Lucy tried hard to console him and even screwed up her courage to kiss the scaly face, and nearly everyone said "Hard luck" and several assured Eustace that they would all stand by him and many said there was sure to be some way of disenchanting him and they'd have him as right as rain in a day or two. And of course they were all very anxious to hear his story, but he couldn't speak. More than once in the days that followed he attempted to write it for them on the sand. But, this never succeeded. In the first place Eustace (never having read the right books) had no idea how to tell a story straight. And for another thing, the muscles and nerves of the dragon-claws that he had to use had never learned to write and were not built for writing anyway. As a result he never got nearly to the end before the tide came in and washed away all the writing except the bits he had already trodden on or accidentaly swished out with his tail. And all that anyone had seen would be something like this - the dots are for the bits he had smudged
out I WNET TO SL EE . . . RGOS AGRONS I MEAN DRANGONS
CAVE CAUSE IT-WAS DEAD AND AWING SO HAR . . . WOKE UP AND COU . . . GET OFFF MI ARM OH BOTHER . . .
It was, however, clear to everyone that Eustace's character had been rather improved by becoming a dragon. He was anxious to help. He flew over the whole island and found it was all mountainous and inhabited only by wild goats and droves of wild swine. Of these he brought back many carcasses as provisions for the ship. He was a very humane killer too, for he could dispatch a beast with one blow of his tail so that it didn't know (and presumably still doesn't know) it had been killed. He ate a few himself, of course, but always alone, for now that he was a dragon he liked his food raw but he could never bear to let others see him at his messy meals. And one day, flying slowly and wearily but in great triumph, he bore back to camp a great tall pine tree which he had torn up by the roots in a distant valley and which could be made into a capital mast. And in the evening if it turned chilly, as it sometimes did after the heavy rains, he was a comfort to everyone, for the whole party would come and sit with their backs against his hot sides and get well warmed and dried; and one puff of his fiery breath would light the most obstinate fire. Sometimes he would take a select party for a fly on his back, so that they could see wheeling below them the green slopes, the rocky heights, the narrow pit-like valleys and far out over the sea to the eastward a spot of darker blue on the blue horizon which might be land.
The pleasure (quite new to him) of being liked and, still more, of liking other people, was what kept Eustace from despair.

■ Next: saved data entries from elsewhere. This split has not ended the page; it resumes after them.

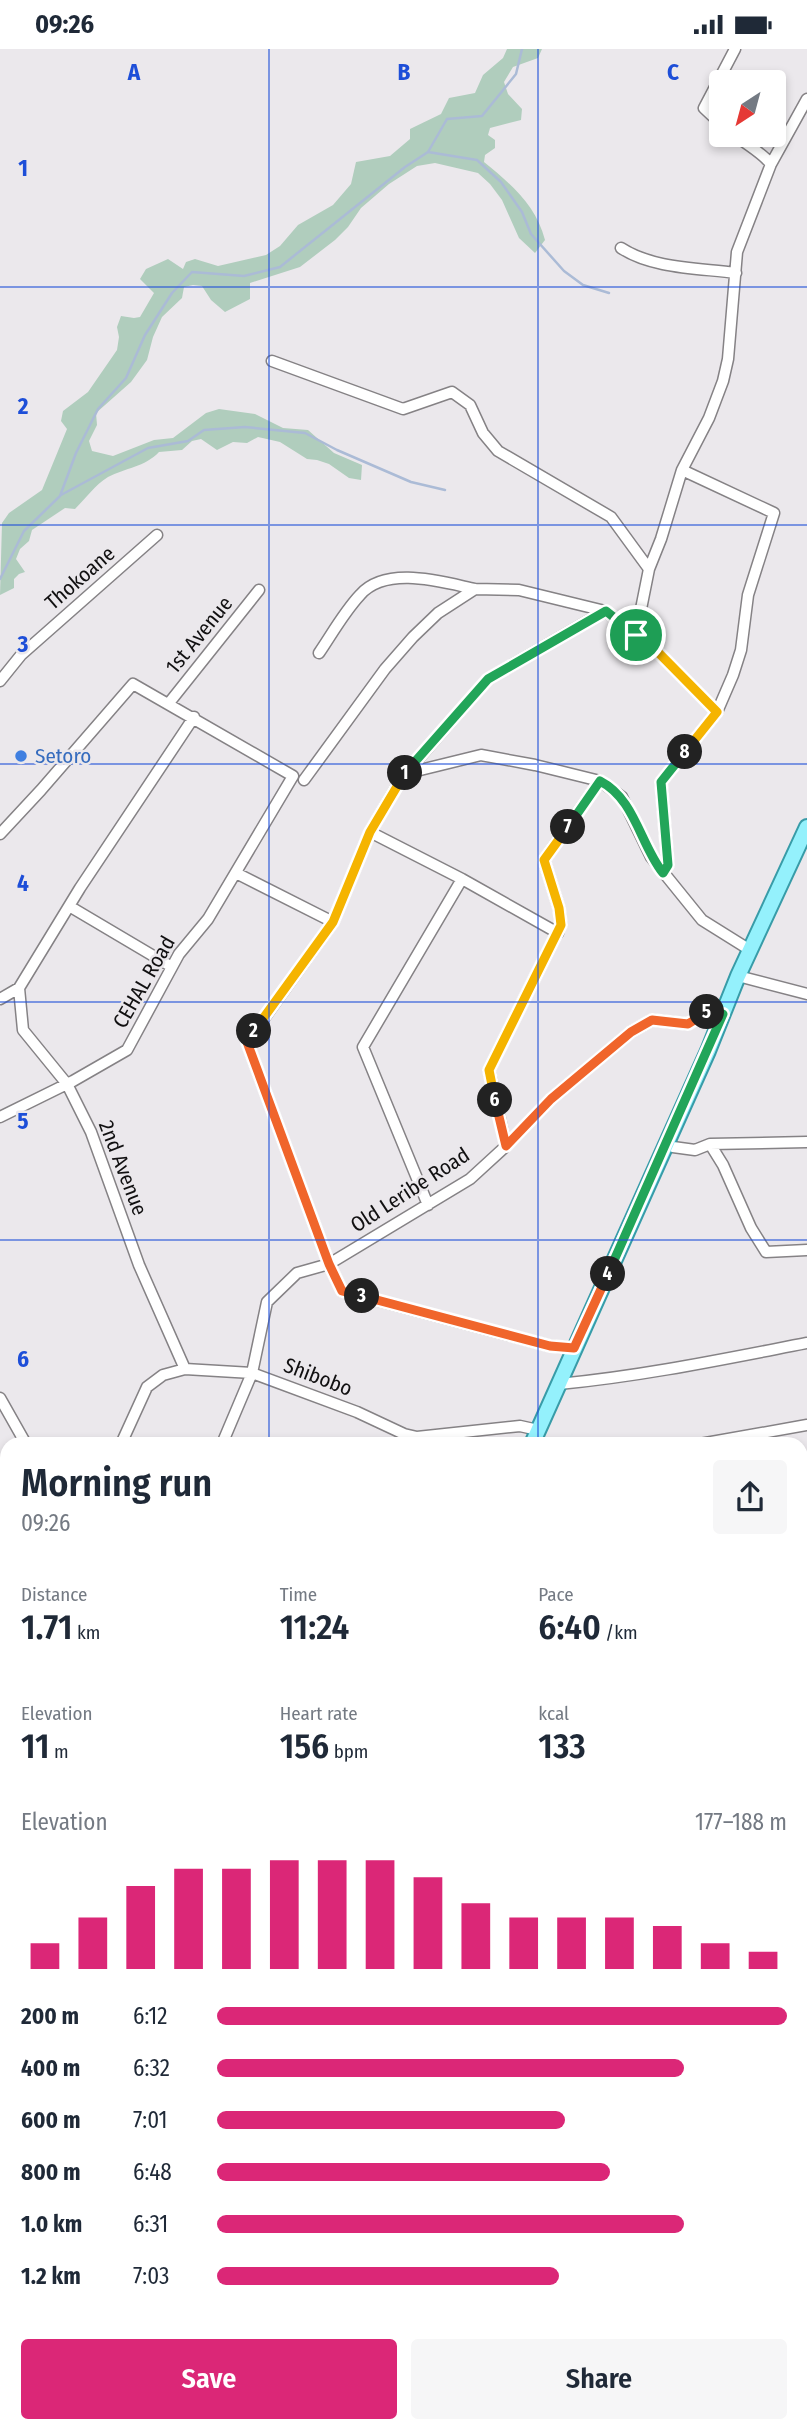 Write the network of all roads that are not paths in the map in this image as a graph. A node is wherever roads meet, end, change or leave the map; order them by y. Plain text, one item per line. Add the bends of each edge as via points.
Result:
1 (735, 49) edge
2 (724, 70) edge
3 (709, 98) edge
4 (807, 99) edge
5 (709, 113) edge
6 (749, 147) edge
7 (771, 164) junction
8 (621, 248) dead end
9 (736, 273) junction
10 (272, 361) dead end
11 (682, 470) junction
12 (157, 535) dead end
13 (649, 569) junction
14 (475, 589) junction
15 (259, 590) dead end
16 (606, 611) junction
17 (636, 635) junction
18 (319, 653) dead end
19 (0, 681) edge
20 (169, 703) junction
21 (717, 712) junction
22 (194, 717) junction
23 (404, 774) junction
24 (293, 776) joint
25 (304, 780) dead end
26 (600, 781) junction
27 (807, 827) edge
28 (370, 832) junction
29 (0, 834) edge
30 (236, 873) junction
31 (663, 873) junction
32 (462, 879) junction
33 (69, 906) junction
34 (333, 922) junction
35 (558, 933) junction
36 (750, 950) junction
37 (172, 967) junction
38 (738, 976) junction
39 (19, 988) junction
40 (807, 994) edge
41 (0, 999) edge
42 (723, 1014) junction
43 (67, 1084) junction
44 (0, 1117) edge
45 (807, 1142) edge
46 (666, 1143) junction
47 (710, 1144) junction
48 (506, 1146) junction
49 (428, 1205) junction
50 (807, 1250) edge
51 (329, 1264) junction
52 (807, 1343) edge
53 (574, 1348) junction
54 (185, 1369) junction
55 (252, 1373) junction
56 (559, 1384) junction
57 (0, 1398) edge
58 (807, 1425) edge
59 (538, 1430) junction
60 (22, 1437) edge
61 (124, 1437) edge
62 (225, 1437) edge
63 (417, 1437) edge
64 (448, 1437) edge
65 (535, 1437) edge
66 (733, 1437) edge

1 - 2 street
3 - 5 street via 704,108
4 - 7 street
6 - 7 street
7 - 9 street via 737,252
8 - 9 street via 671,265
9 - 11 street via 723,381
10 - 13 street via 403,409 452,392 470,405 498,451 611,517
11 - 13 street
11 - 21 street via 774,513 748,595 741,650
12 - 19 street, Thokoane via 21,655
13 - 17 street
14 - 16 street via 519,590
14 - 18 street via 417,577 384,580 361,593
14 - 25 street via 438,613 406,645
15 - 20 street, 1st Avenue
16 - 17 street
16 - 23 street via 488,679
17 - 21 street
20 - 22 street, 1st Avenue
20 - 29 street, 1st Avenue via 133,684
21 - 31 street via 661,782 668,865
22 - 24 street, 1st Avenue
22 - 33 street
23 - 26 street via 481,755
23 - 28 street
24 - 30 street, CEHAL Road
26 - 31 street via 622,797
26 - 35 street via 544,860 559,908
27 - 36 main road
28 - 32 street
28 - 34 street
30 - 34 street
30 - 37 street, CEHAL Road
31 - 36 street via 702,920
32 - 35 street
32 - 49 street via 363,1047
33 - 37 street
33 - 39 street
34 - 51 street via 247,1042
35 - 48 street via 489,1070
36 - 38 main road
37 - 43 street, CEHAL Road via 127,1050
38 - 40 street
38 - 42 main road
39 - 41 street
39 - 43 street, 2nd Avenue via 23,1030
42 - 46 main road
42 - 48 street, Old Leribe Road via 709,1010 688,1024 652,1020 631,1032 551,1099
43 - 44 street, CEHAL Road
43 - 54 street, 2nd Avenue via 91,1132 139,1265
45 - 47 street
46 - 47 street via 695,1150
46 - 53 main road
47 - 50 street via 766,1252
48 - 49 street, Old Leribe Road via 470,1179
49 - 51 street, Old Leribe Road
51 - 53 street via 342,1291 550,1346
51 - 55 street, Old Leribe Road via 297,1273 267,1302
52 - 56 street via 691,1367
53 - 56 main road
54 - 55 street, Shibobo
54 - 61 street, Shibobo via 163,1375 147,1387
55 - 62 street, Old Leribe Road
55 - 63 street, Shibobo
56 - 59 main road
57 - 60 street
58 - 66 street
59 - 64 street, Shibobo via 520,1426
59 - 65 main road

For it was very dreary being a dragon. He shuddered whenever he caught sight of his own reflection as he flew over a mountain lake. He hated the huge batlike wings, the saw-edged ridge on his back, and the cruel, curved claws. He was almost afraid to be alone with himself and yet he was ashamed to be with the others. On the evenings when he was not being used as a hot-water bottle he would slink away from the camp and lie curled up like a snake between the wood and the water. On such occasions, greatly to his surprise, Reepicheep was his most constant comforter. The noble Mouse would creep away from the merry circle at the camp fire and sit down by the dragon's head, well to the windward to be out of the way of his smoky breath. There he would explain that what had happened to Eustace was a striking illustration of the turn of Fortune's wheel, and that if he had Eustace at his own house in Narnia (it was really a hole not a house and the dragon's head, let alone his body, would not have fitted in) he could show him more than a hundred examples of emperors, kings, dukes, knights, poets, lovers, astronomers, philosophers, and magicians, who had fallen from prosperity into the most distressing circumstances, and of whom many had recovered and lived happily ever afterwards. It did not, perhaps, seem so very comforting at the time, but it was kindly meant and Eustace never forgot it.

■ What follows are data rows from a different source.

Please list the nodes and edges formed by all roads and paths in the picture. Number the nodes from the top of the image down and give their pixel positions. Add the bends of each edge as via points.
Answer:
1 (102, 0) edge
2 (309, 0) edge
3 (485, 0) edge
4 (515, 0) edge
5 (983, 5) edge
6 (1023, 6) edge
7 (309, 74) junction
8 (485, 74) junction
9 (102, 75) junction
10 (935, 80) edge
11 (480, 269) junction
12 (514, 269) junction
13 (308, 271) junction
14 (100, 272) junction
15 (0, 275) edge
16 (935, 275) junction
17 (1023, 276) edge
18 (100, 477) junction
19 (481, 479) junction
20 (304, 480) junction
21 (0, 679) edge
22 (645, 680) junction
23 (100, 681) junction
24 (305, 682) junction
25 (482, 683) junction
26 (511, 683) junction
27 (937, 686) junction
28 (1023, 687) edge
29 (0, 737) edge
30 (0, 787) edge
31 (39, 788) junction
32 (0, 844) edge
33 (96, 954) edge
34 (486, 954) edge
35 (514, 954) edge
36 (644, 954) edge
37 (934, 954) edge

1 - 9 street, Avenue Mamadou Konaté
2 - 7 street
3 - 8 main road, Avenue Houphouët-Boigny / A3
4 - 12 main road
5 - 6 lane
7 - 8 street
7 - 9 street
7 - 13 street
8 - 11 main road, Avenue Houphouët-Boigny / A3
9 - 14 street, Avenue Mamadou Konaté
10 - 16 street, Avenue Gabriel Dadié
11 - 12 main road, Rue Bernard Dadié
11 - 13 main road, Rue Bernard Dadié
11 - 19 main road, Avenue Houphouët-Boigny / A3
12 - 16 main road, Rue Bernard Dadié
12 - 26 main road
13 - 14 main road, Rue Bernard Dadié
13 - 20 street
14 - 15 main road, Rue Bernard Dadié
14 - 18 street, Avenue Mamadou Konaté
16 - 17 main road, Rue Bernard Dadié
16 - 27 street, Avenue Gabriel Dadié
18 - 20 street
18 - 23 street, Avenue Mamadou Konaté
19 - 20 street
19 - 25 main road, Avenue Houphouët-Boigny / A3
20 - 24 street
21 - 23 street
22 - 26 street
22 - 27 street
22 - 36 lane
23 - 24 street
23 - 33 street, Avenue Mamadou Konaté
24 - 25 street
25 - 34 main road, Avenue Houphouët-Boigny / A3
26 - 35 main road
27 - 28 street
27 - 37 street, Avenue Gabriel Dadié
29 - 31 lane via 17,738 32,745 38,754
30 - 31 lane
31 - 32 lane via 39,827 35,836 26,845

But of course what hung over everyone like a cloud was the problem of what to do with their dragon when they were ready to sail. They tried not to talk of it when he was there, but he couldn't help overhearing things like, "Would he fit all along one side of the deck? And we'd have to shift all the stores to the other side down below so as to balance," or, "Would towing him be any good?" or "Would he be able to keep up by flying?" and (most often of all), "But how are we to feed him?" And poor Eustace realized more and more that since the first day he came on board he had been an unmitigated nuisance and that he was now a greater nuisance still. And this ate into his mind, just as that bracelet ate into his foreleg. He knew that it only made it worse to tear at it with his great teeth, but he couldn't help tearing now and then, especially on hot nights.
About six days after they had landed on Dragon Island, Edmund happened to wake up very early one morning. It was just getting grey so that you could see the tree-trunks if they were between you and the bay but not in the other direction. As he woke he thought he heard something moving, so he raised himself on one elbow and looked about him: and presently he thought he saw a dark figure moving on the seaward side of the wood. The idea that at once occurred to his mind was, "Are we so sure there are no natives on this island after all?" Then he thought it was Caspian - it was about the right size - but he knew that Caspian had been sleeping next to him and could see that he hadn't moved. Edmund made sure that his sword was in its place and then rose to investigate.
He came down softly to the edge of the wood and the dark figure was still there. He saw now that it was too small for Caspian and too big for Lucy. It did not run away. Edmund drew his sword and was about to challenge the stranger when the stranger said in a low voice, "Is that you, Edmund?"
"Yes. Who are you?" said he.
"Don't you know me?" said the other. "It's me Eustace."
"By jove," said Edmund, "so it is. My dear chap - "
"Hush," said Eustace and lurched as if he were going to fall.
"Hello!" said Edmund, steadying him. "What's up? Are you ill?"
Eustace was silent for so long that Edmund thought he was fainting; but at last he said, "It's been ghastly. You don't know . . . but it's all right now. Could we go and talk somewhere? I don't want to meet the others just yet."
"Yes, rather, anywhere you like," said Edmund. "We can go and sit on the rocks over there. I say, I am glad to see you - er - looking yourself again. You must have had a pretty beastly time."
They went to the rocks and sat down looking out across the bay while the sky got paler and paler and the stars disappeared except for one very bright one low down and near the horizon.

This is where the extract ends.